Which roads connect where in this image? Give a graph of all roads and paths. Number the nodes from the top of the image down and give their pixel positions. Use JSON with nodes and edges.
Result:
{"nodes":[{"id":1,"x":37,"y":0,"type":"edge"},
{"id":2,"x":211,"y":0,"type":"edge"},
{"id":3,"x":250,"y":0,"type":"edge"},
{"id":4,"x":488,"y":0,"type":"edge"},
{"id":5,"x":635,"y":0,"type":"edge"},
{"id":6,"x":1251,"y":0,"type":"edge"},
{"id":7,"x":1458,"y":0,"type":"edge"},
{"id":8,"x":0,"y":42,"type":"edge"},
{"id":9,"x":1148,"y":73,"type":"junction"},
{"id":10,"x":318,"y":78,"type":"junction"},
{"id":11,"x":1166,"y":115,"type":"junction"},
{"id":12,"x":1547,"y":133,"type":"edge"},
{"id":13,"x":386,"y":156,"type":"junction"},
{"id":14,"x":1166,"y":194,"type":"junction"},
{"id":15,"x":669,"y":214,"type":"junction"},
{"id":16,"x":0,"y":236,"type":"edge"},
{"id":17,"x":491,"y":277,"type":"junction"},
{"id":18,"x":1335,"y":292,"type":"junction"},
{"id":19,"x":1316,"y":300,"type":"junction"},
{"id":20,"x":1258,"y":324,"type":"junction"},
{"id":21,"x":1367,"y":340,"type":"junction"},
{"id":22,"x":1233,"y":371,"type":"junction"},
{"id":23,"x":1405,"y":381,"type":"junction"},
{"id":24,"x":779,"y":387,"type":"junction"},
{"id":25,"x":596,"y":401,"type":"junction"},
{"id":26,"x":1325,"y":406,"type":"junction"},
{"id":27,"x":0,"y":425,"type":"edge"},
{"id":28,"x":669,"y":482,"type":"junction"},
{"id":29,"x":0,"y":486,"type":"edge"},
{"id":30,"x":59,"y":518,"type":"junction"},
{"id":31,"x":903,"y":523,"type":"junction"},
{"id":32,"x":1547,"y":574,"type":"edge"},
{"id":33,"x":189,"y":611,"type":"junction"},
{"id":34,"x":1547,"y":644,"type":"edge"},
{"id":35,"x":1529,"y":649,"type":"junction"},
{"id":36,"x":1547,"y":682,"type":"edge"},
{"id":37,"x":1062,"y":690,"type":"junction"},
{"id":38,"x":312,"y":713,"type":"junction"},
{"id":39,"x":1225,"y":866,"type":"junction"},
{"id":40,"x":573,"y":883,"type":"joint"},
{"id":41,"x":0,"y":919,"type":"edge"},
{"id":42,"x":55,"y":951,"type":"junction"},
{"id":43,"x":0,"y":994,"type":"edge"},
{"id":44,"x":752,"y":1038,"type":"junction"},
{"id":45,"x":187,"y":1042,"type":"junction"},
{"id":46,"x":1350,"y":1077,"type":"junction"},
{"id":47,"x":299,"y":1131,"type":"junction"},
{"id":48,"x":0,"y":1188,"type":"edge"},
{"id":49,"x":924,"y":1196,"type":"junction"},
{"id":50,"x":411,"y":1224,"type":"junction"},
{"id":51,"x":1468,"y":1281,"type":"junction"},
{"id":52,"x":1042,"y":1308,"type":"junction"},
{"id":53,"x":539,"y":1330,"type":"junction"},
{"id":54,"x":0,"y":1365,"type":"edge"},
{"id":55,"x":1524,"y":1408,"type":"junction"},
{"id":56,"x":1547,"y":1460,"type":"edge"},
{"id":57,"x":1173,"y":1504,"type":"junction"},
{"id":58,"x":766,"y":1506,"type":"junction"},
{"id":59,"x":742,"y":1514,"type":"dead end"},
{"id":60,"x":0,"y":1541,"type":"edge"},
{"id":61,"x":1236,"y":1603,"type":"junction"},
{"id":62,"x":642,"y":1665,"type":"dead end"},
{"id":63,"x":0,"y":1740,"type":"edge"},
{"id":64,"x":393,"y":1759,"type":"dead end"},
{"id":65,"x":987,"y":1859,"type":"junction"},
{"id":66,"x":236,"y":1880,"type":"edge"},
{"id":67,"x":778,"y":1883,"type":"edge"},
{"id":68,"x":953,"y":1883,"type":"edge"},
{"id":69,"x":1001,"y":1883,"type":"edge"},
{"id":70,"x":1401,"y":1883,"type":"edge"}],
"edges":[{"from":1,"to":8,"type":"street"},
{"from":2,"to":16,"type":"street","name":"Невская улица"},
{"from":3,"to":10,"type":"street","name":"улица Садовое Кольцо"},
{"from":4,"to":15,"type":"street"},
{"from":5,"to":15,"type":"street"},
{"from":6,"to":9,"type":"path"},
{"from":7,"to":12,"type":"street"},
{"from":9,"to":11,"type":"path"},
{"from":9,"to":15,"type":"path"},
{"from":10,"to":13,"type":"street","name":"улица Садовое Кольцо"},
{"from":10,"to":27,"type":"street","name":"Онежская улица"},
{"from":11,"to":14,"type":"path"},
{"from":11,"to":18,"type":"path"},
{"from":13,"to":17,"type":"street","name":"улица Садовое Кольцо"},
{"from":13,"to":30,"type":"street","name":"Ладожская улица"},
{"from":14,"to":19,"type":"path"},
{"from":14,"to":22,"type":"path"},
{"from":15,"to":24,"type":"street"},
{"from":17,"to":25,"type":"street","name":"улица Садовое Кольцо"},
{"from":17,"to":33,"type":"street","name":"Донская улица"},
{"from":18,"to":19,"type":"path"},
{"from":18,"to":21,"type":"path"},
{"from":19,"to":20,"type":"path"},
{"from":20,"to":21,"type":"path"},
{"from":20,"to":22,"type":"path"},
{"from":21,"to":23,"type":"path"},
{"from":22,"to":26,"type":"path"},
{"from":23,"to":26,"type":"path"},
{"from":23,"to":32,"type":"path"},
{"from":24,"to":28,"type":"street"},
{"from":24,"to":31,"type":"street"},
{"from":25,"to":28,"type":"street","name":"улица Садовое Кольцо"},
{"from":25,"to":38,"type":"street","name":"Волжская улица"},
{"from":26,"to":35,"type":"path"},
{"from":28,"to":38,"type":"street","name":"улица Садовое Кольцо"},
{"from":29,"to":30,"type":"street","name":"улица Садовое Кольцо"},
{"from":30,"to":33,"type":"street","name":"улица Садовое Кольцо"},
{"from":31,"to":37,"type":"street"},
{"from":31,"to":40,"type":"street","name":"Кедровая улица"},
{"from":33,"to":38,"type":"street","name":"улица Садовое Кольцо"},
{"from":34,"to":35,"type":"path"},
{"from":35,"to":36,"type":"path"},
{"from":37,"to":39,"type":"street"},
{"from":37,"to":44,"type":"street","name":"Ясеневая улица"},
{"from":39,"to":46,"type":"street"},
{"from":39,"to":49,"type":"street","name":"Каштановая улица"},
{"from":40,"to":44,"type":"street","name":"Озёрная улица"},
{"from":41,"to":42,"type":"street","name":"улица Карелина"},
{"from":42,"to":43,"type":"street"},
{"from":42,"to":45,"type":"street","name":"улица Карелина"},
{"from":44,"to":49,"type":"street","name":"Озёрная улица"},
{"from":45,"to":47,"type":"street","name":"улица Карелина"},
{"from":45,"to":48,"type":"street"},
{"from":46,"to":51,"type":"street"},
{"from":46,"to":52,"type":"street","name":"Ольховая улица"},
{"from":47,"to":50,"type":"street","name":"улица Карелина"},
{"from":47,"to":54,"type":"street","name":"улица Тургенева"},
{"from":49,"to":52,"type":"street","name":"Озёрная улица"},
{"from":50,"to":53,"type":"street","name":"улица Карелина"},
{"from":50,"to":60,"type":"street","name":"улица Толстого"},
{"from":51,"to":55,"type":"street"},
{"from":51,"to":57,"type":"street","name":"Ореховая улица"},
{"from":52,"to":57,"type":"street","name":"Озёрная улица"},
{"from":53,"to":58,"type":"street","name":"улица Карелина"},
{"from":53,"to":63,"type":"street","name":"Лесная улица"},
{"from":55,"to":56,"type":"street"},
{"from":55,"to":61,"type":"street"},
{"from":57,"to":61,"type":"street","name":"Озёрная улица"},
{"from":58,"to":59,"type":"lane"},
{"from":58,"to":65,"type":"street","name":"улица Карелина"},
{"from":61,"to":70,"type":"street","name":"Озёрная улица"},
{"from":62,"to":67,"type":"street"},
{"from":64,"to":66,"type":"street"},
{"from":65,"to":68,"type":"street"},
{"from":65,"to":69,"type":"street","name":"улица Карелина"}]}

## WHAT YOU SHOULD DO
Lines from the records above that hold "dead" are the ones to list.

## TASK OUTPUT
{"id":59,"x":742,"y":1514,"type":"dead end"},
{"id":62,"x":642,"y":1665,"type":"dead end"},
{"id":64,"x":393,"y":1759,"type":"dead end"},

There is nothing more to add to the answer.